Author: Reuters
Publication: Yahoo News
Date: May 14, 2003
URL: http://in.news.yahoo.com/030514/137/24a9r.html
Police said on Wednesday they found
more than 250 crude bombs and a big store of arms belonging to an offshoot
of an outlawed Pakistan-based militant group who planned to use them to
attack targets in Bombay.
The discovery followed a wave of
blasts that rocked Bombay between December and March, killing 14 people.
Police said 253 bombs found in a
dried-up well in Padgha village, 80 km north of Bombay, were similar to
the explosives used in the blasts.
They said three people had been
arrested.
Bombay police commissioner R.S.
Sharma said the arms belonged to a splinter faction of the guerrilla group
Lashkar-e-Taiba which is fighting Indian rule in disputed Kashmir.

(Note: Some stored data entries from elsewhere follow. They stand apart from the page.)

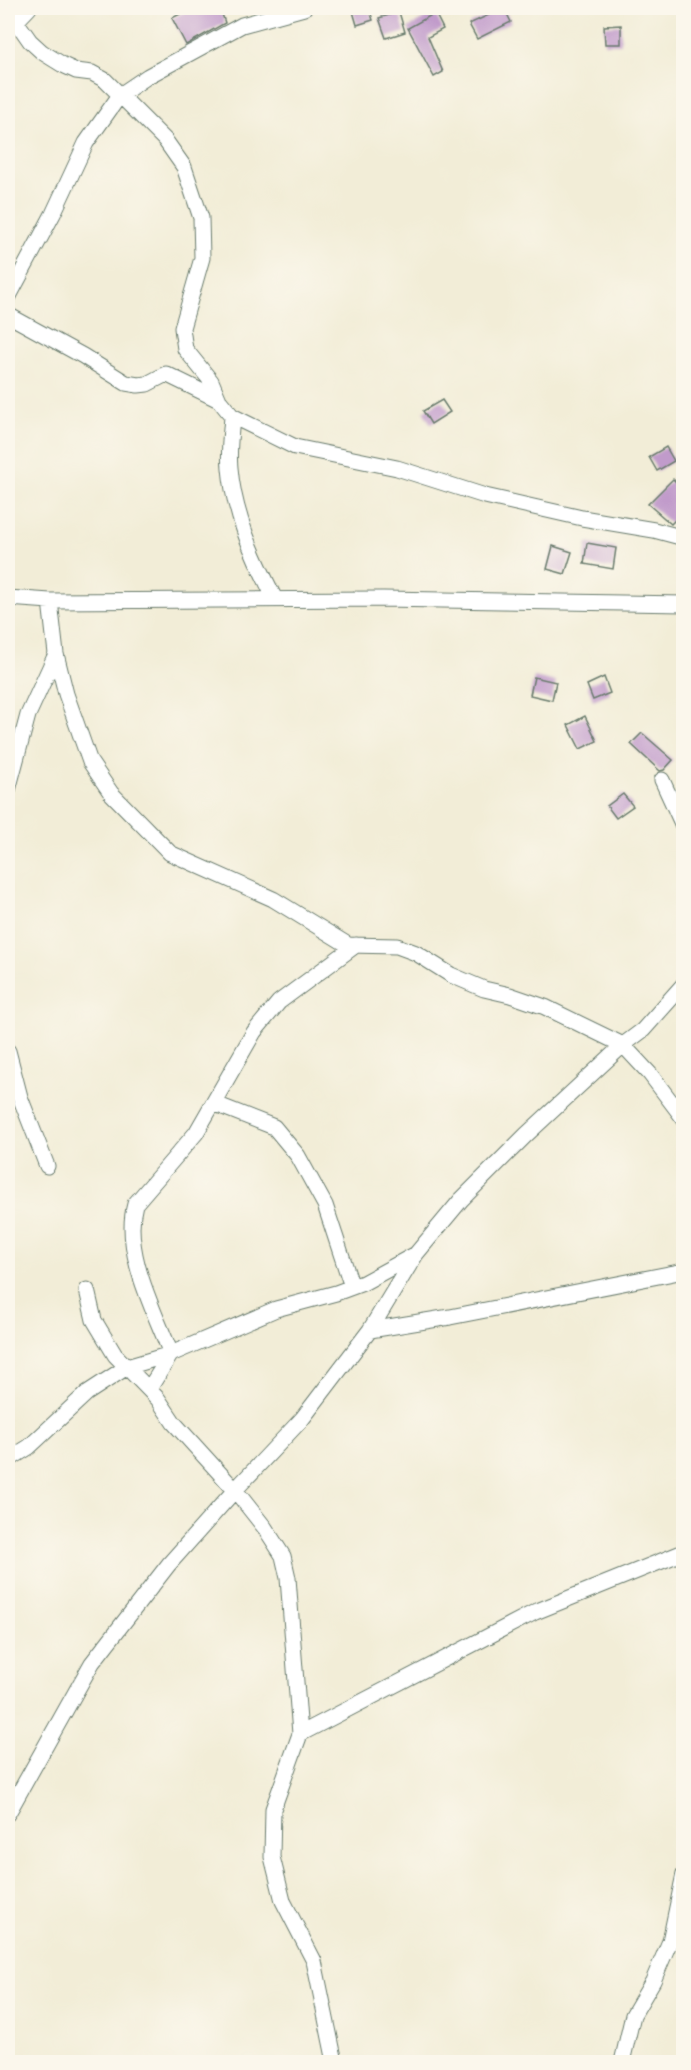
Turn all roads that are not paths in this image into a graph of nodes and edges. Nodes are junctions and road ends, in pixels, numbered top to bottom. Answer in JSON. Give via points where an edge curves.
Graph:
{"nodes":[{"id":1,"x":29,"y":8,"type":"edge"},
{"id":2,"x":304,"y":8,"type":"edge"},
{"id":3,"x":12,"y":25,"type":"edge"},
{"id":4,"x":120,"y":95,"type":"junction"},
{"id":5,"x":8,"y":298,"type":"edge"},
{"id":6,"x":8,"y":315,"type":"edge"},
{"id":7,"x":219,"y":400,"type":"junction"},
{"id":8,"x":232,"y":416,"type":"junction"},
{"id":9,"x":684,"y":538,"type":"edge"},
{"id":10,"x":8,"y":598,"type":"edge"},
{"id":11,"x":274,"y":599,"type":"junction"},
{"id":12,"x":50,"y":601,"type":"junction"},
{"id":13,"x":684,"y":604,"type":"edge"},
{"id":14,"x":56,"y":654,"type":"junction"},
{"id":15,"x":662,"y":780,"type":"dead end"},
{"id":16,"x":8,"y":790,"type":"edge"},
{"id":17,"x":684,"y":828,"type":"edge"},
{"id":18,"x":356,"y":945,"type":"junction"},
{"id":19,"x":684,"y":984,"type":"edge"},
{"id":20,"x":622,"y":1045,"type":"junction"},
{"id":21,"x":8,"y":1051,"type":"edge"},
{"id":22,"x":213,"y":1103,"type":"junction"},
{"id":23,"x":684,"y":1119,"type":"edge"},
{"id":24,"x":48,"y":1166,"type":"dead end"},
{"id":25,"x":416,"y":1254,"type":"junction"},
{"id":26,"x":684,"y":1271,"type":"edge"},
{"id":27,"x":352,"y":1287,"type":"junction"},
{"id":28,"x":87,"y":1290,"type":"dead end"},
{"id":29,"x":370,"y":1330,"type":"junction"},
{"id":30,"x":171,"y":1354,"type":"junction"},
{"id":31,"x":127,"y":1367,"type":"junction"},
{"id":32,"x":149,"y":1389,"type":"junction"},
{"id":33,"x":8,"y":1460,"type":"edge"},
{"id":34,"x":235,"y":1490,"type":"junction"},
{"id":35,"x":684,"y":1552,"type":"edge"},
{"id":36,"x":300,"y":1734,"type":"junction"},
{"id":37,"x":8,"y":1813,"type":"edge"},
{"id":38,"x":684,"y":1874,"type":"edge"},
{"id":39,"x":335,"y":2062,"type":"edge"},
{"id":40,"x":622,"y":2062,"type":"edge"}],
"edges":[{"from":1,"to":3,"type":"street"},
{"from":2,"to":4,"type":"street","via":[[242,25],[147,76]]},
{"from":3,"to":4,"type":"street","via":[[42,52],[63,65],[93,73]]},
{"from":4,"to":5,"type":"street","via":[[86,143]]},
{"from":4,"to":7,"type":"street","via":[[165,140],[184,167],[201,218],[202,258],[182,328],[185,349],[210,381]]},
{"from":6,"to":7,"type":"street","via":[[126,383],[147,384],[166,374]]},
{"from":7,"to":8,"type":"street"},
{"from":8,"to":9,"type":"street","via":[[295,447],[397,468],[495,499]]},
{"from":8,"to":11,"type":"street","via":[[230,466],[235,499],[251,552]]},
{"from":10,"to":12,"type":"street"},
{"from":11,"to":12,"type":"street"},
{"from":11,"to":13,"type":"street"},
{"from":12,"to":14,"type":"street"},
{"from":14,"to":16,"type":"street","via":[[28,715]]},
{"from":14,"to":18,"type":"street","via":[[90,762],[111,793],[170,853],[273,899],[348,945]]},
{"from":15,"to":17,"type":"street"},
{"from":18,"to":20,"type":"street","via":[[397,946],[416,953],[451,975],[545,1007]]},
{"from":18,"to":22,"type":"street","via":[[279,1002],[254,1032]]},
{"from":19,"to":20,"type":"street","via":[[643,1030]]},
{"from":20,"to":23,"type":"street"},
{"from":20,"to":25,"type":"street","via":[[461,1200]]},
{"from":21,"to":24,"type":"street","via":[[20,1096]]},
{"from":22,"to":27,"type":"street","via":[[274,1128],[298,1156],[325,1205]]},
{"from":22,"to":30,"type":"street","via":[[196,1133],[135,1204],[131,1218],[134,1256]]},
{"from":25,"to":27,"type":"street"},
{"from":25,"to":29,"type":"street"},
{"from":26,"to":29,"type":"street"},
{"from":27,"to":30,"type":"street","via":[[276,1309]]},
{"from":28,"to":31,"type":"street","via":[[94,1320]]},
{"from":29,"to":34,"type":"street","via":[[302,1419]]},
{"from":30,"to":31,"type":"street"},
{"from":30,"to":32,"type":"street"},
{"from":31,"to":32,"type":"street"},
{"from":31,"to":33,"type":"street","via":[[87,1393],[29,1447]]},
{"from":32,"to":34,"type":"street","via":[[174,1423]]},
{"from":34,"to":36,"type":"street","via":[[283,1556]]},
{"from":34,"to":37,"type":"street","via":[[169,1564],[92,1663]]},
{"from":35,"to":36,"type":"street","via":[[535,1612]]},
{"from":36,"to":39,"type":"street","via":[[273,1809],[272,1857],[283,1901],[314,1961]]},
{"from":38,"to":40,"type":"street","via":[[670,1941],[633,2015]]}]}
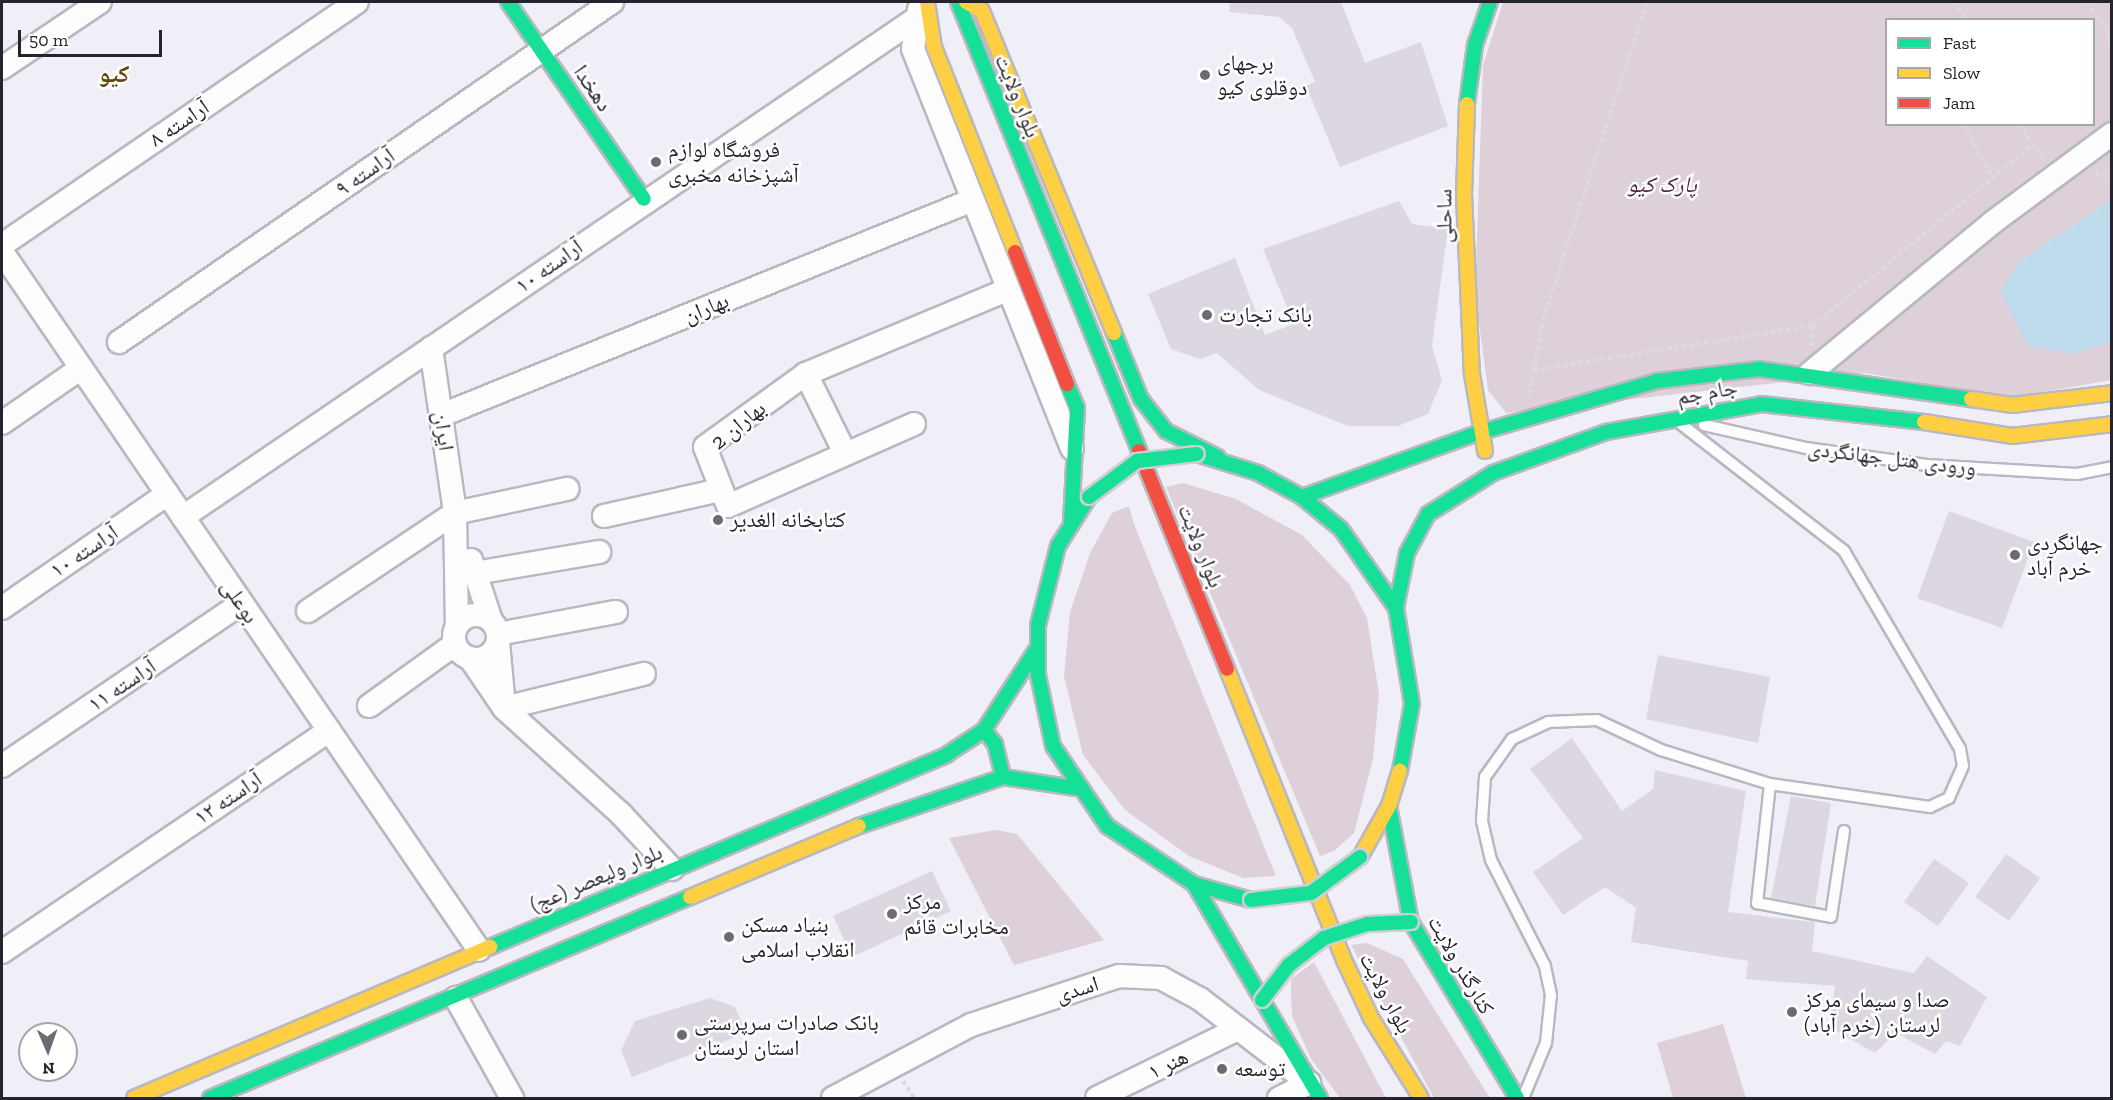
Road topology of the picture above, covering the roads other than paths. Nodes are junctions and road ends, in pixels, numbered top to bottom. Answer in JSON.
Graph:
{"nodes":[{"id":1,"x":100,"y":2,"type":"edge"},
{"id":2,"x":357,"y":2,"type":"edge"},
{"id":3,"x":508,"y":2,"type":"edge"},
{"id":4,"x":612,"y":2,"type":"edge"},
{"id":5,"x":934,"y":2,"type":"edge"},
{"id":6,"x":1491,"y":2,"type":"edge"},
{"id":7,"x":972,"y":3,"type":"edge"},
{"id":8,"x":921,"y":7,"type":"edge"},
{"id":9,"x":947,"y":34,"type":"dead end"},
{"id":10,"x":541,"y":50,"type":"junction"},
{"id":11,"x":2,"y":68,"type":"edge"},
{"id":12,"x":2112,"y":134,"type":"edge"},
{"id":13,"x":644,"y":199,"type":"junction"},
{"id":14,"x":970,"y":201,"type":"junction"},
{"id":15,"x":2,"y":245,"type":"edge"},
{"id":16,"x":2,"y":252,"type":"edge"},
{"id":17,"x":1007,"y":290,"type":"junction"},
{"id":18,"x":119,"y":342,"type":"dead end"},
{"id":19,"x":431,"y":348,"type":"junction"},
{"id":20,"x":81,"y":368,"type":"junction"},
{"id":21,"x":1810,"y":373,"type":"junction"},
{"id":22,"x":806,"y":374,"type":"junction"},
{"id":23,"x":2112,"y":393,"type":"edge"},
{"id":24,"x":442,"y":415,"type":"junction"},
{"id":25,"x":1675,"y":418,"type":"junction"},
{"id":26,"x":2,"y":423,"type":"edge"},
{"id":27,"x":914,"y":424,"type":"dead end"},
{"id":28,"x":2112,"y":424,"type":"edge"},
{"id":29,"x":1478,"y":433,"type":"junction"},
{"id":30,"x":845,"y":453,"type":"junction"},
{"id":31,"x":1123,"y":457,"type":"dead end"},
{"id":32,"x":1227,"y":461,"type":"junction"},
{"id":33,"x":1077,"y":462,"type":"junction"},
{"id":34,"x":2112,"y":467,"type":"edge"},
{"id":35,"x":1493,"y":472,"type":"junction"},
{"id":36,"x":1132,"y":479,"type":"dead end"},
{"id":37,"x":567,"y":489,"type":"dead end"},
{"id":38,"x":720,"y":490,"type":"junction"},
{"id":39,"x":167,"y":494,"type":"junction"},
{"id":40,"x":1302,"y":497,"type":"junction"},
{"id":41,"x":455,"y":513,"type":"junction"},
{"id":42,"x":604,"y":516,"type":"dead end"},
{"id":43,"x":183,"y":517,"type":"junction"},
{"id":44,"x":1071,"y":523,"type":"junction"},
{"id":45,"x":599,"y":552,"type":"dead end"},
{"id":46,"x":475,"y":573,"type":"junction"},
{"id":47,"x":242,"y":603,"type":"junction"},
{"id":48,"x":2,"y":608,"type":"edge"},
{"id":49,"x":1396,"y":608,"type":"junction"},
{"id":50,"x":308,"y":611,"type":"dead end"},
{"id":51,"x":616,"y":612,"type":"dead end"},
{"id":52,"x":495,"y":632,"type":"junction"},
{"id":53,"x":461,"y":642,"type":"junction"},
{"id":54,"x":1036,"y":650,"type":"junction"},
{"id":55,"x":644,"y":674,"type":"dead end"},
{"id":56,"x":369,"y":706,"type":"dead end"},
{"id":57,"x":504,"y":708,"type":"junction"},
{"id":58,"x":984,"y":730,"type":"junction"},
{"id":59,"x":329,"y":731,"type":"junction"},
{"id":60,"x":2,"y":766,"type":"edge"},
{"id":61,"x":1003,"y":777,"type":"junction"},
{"id":62,"x":1770,"y":784,"type":"junction"},
{"id":63,"x":1076,"y":788,"type":"junction"},
{"id":64,"x":1389,"y":806,"type":"junction"},
{"id":65,"x":1844,"y":831,"type":"dead end"},
{"id":66,"x":1284,"y":855,"type":"dead end"},
{"id":67,"x":672,"y":869,"type":"junction"},
{"id":68,"x":1194,"y":884,"type":"junction"},
{"id":69,"x":1412,"y":922,"type":"junction"},
{"id":70,"x":479,"y":950,"type":"junction"},
{"id":71,"x":2,"y":952,"type":"edge"},
{"id":72,"x":1333,"y":975,"type":"dead end"},
{"id":73,"x":456,"y":998,"type":"junction"},
{"id":74,"x":1262,"y":1000,"type":"junction"},
{"id":75,"x":1239,"y":1029,"type":"junction"},
{"id":76,"x":225,"y":1060,"type":"junction"},
{"id":77,"x":170,"y":1083,"type":"junction"},
{"id":78,"x":231,"y":1089,"type":"junction"},
{"id":79,"x":1315,"y":1091,"type":"edge"},
{"id":80,"x":188,"y":1097,"type":"edge"},
{"id":81,"x":134,"y":1098,"type":"edge"},
{"id":82,"x":210,"y":1098,"type":"edge"},
{"id":83,"x":512,"y":1098,"type":"edge"},
{"id":84,"x":832,"y":1098,"type":"edge"},
{"id":85,"x":1097,"y":1098,"type":"edge"},
{"id":86,"x":1279,"y":1098,"type":"edge"},
{"id":87,"x":1421,"y":1098,"type":"edge"},
{"id":88,"x":1517,"y":1098,"type":"edge"},
{"id":89,"x":1522,"y":1098,"type":"edge"}],
"edges":[{"from":1,"to":11,"type":"street"},
{"from":2,"to":15,"type":"street","name":"آراسته ۸"},
{"from":3,"to":10,"type":"main road","name":"دهخدا"},
{"from":4,"to":10,"type":"street","name":"آراسته ۹"},
{"from":5,"to":9,"type":"main road"},
{"from":6,"to":29,"type":"main road","name":"ساحلی"},
{"from":7,"to":32,"type":"main road"},
{"from":7,"to":87,"type":"main road","name":"بلوار ولایت"},
{"from":8,"to":13,"type":"street","name":"آراسته ۱۰"},
{"from":8,"to":14,"type":"street"},
{"from":8,"to":33,"type":"main road"},
{"from":10,"to":13,"type":"main road","name":"دهخدا"},
{"from":10,"to":18,"type":"street","name":"آراسته ۹"},
{"from":12,"to":21,"type":"street"},
{"from":13,"to":19,"type":"street","name":"آراسته ۱۰"},
{"from":14,"to":17,"type":"street"},
{"from":14,"to":24,"type":"street","name":"بهاران"},
{"from":16,"to":20,"type":"street","name":"بوعلی"},
{"from":17,"to":22,"type":"street","name":"بهاران 2"},
{"from":17,"to":33,"type":"street"},
{"from":19,"to":24,"type":"street","name":"ایران"},
{"from":19,"to":43,"type":"street","name":"آراسته ۱۰"},
{"from":20,"to":26,"type":"street"},
{"from":20,"to":39,"type":"street","name":"بوعلی"},
{"from":21,"to":23,"type":"main road","name":"جام جم"},
{"from":21,"to":29,"type":"main road","name":"جام جم"},
{"from":22,"to":30,"type":"street"},
{"from":22,"to":38,"type":"street","name":"بهاران 2"},
{"from":24,"to":41,"type":"street","name":"ایران"},
{"from":25,"to":28,"type":"main road","name":"جام جم"},
{"from":25,"to":34,"type":"lane","name":"ورودی هتل جهانگردی"},
{"from":25,"to":35,"type":"main road","name":"جام جم"},
{"from":25,"to":62,"type":"lane"},
{"from":27,"to":30,"type":"street"},
{"from":29,"to":35,"type":"main road","name":"ساحلی"},
{"from":29,"to":40,"type":"main road","name":"جام جم"},
{"from":30,"to":38,"type":"street"},
{"from":31,"to":36,"type":"main road"},
{"from":32,"to":40,"type":"main road"},
{"from":32,"to":44,"type":"main road","bridge":true},
{"from":33,"to":44,"type":"main road"},
{"from":35,"to":49,"type":"main road","name":"جام جم"},
{"from":37,"to":41,"type":"street"},
{"from":38,"to":42,"type":"street"},
{"from":39,"to":43,"type":"street","name":"بوعلی"},
{"from":39,"to":48,"type":"street","name":"آراسته ۱۰"},
{"from":40,"to":49,"type":"main road"},
{"from":41,"to":46,"type":"street","name":"ایران"},
{"from":41,"to":50,"type":"street"},
{"from":41,"to":53,"type":"street","name":"ایران"},
{"from":43,"to":47,"type":"street","name":"بوعلی"},
{"from":44,"to":54,"type":"main road"},
{"from":45,"to":46,"type":"street"},
{"from":46,"to":52,"type":"street","name":"ایران"},
{"from":47,"to":59,"type":"street","name":"بوعلی"},
{"from":47,"to":60,"type":"street","name":"آراسته ۱۱"},
{"from":49,"to":64,"type":"main road"},
{"from":51,"to":52,"type":"street"},
{"from":52,"to":53,"type":"street"},
{"from":52,"to":53,"type":"street"},
{"from":52,"to":57,"type":"street","name":"ایران"},
{"from":53,"to":56,"type":"street"},
{"from":53,"to":57,"type":"street"},
{"from":54,"to":58,"type":"main road","name":"بلوار ولیعصر (عج)"},
{"from":54,"to":63,"type":"main road"},
{"from":55,"to":57,"type":"street"},
{"from":57,"to":67,"type":"street"},
{"from":58,"to":61,"type":"main road"},
{"from":58,"to":67,"type":"main road","name":"بلوار ولیعصر (عج)"},
{"from":59,"to":70,"type":"street","name":"بوعلی"},
{"from":59,"to":71,"type":"street","name":"۱۲ آراسته"},
{"from":61,"to":63,"type":"main road"},
{"from":61,"to":73,"type":"main road"},
{"from":62,"to":65,"type":"lane"},
{"from":62,"to":89,"type":"lane"},
{"from":63,"to":68,"type":"main road"},
{"from":64,"to":68,"type":"main road","bridge":true},
{"from":64,"to":69,"type":"main road","name":"کنارگذر ولایت"},
{"from":66,"to":72,"type":"main road","name":"بلوار ولایت"},
{"from":67,"to":70,"type":"main road","name":"بلوار ولیعصر (عج)"},
{"from":68,"to":74,"type":"main road"},
{"from":69,"to":74,"type":"main road","bridge":true},
{"from":69,"to":88,"type":"main road","name":"کنارگذر ولایت"},
{"from":70,"to":76,"type":"main road","name":"بلوار ولیعصر (عج)"},
{"from":73,"to":78,"type":"main road"},
{"from":73,"to":83,"type":"street"},
{"from":74,"to":79,"type":"main road"},
{"from":75,"to":79,"type":"street","name":"اسدی"},
{"from":75,"to":84,"type":"street","name":"اسدی"},
{"from":75,"to":85,"type":"street","name":"هنر ۱"},
{"from":76,"to":77,"type":"main road","name":"بلوار ولیعصر (عج)"},
{"from":76,"to":78,"type":"main road"},
{"from":77,"to":80,"type":"main road"},
{"from":77,"to":81,"type":"main road","name":"بلوار ولیعصر (عج)"},
{"from":78,"to":82,"type":"main road"},
{"from":79,"to":86,"type":"street"}]}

"The group planned more such attacks
in and around Bombay," he told reporters. "They wanted to create communal
tension by planting bombs at (city landmarks like) the Gateway of India
and state government headquarters."
The wave of bomb attacks in recent
months have unnerved Bombay residents who dread a repeat of a series of
explosions in the city in 1993 that killed 250 people and were blamed on
groups avenging Muslim deaths in Hindu-Muslim riots.
The most recent blast in which a
bomb ripped through a rush-hour train on March 13, killing 10 people and
wounding 75, came a day after the 10th anniversary of the 1993 explosions.
The blasts a decade ago were blamed
on groups avenging Muslim deaths in religious riots after Hindu zealots
destroyed the 16th-century Babri mosque in Ayodhya.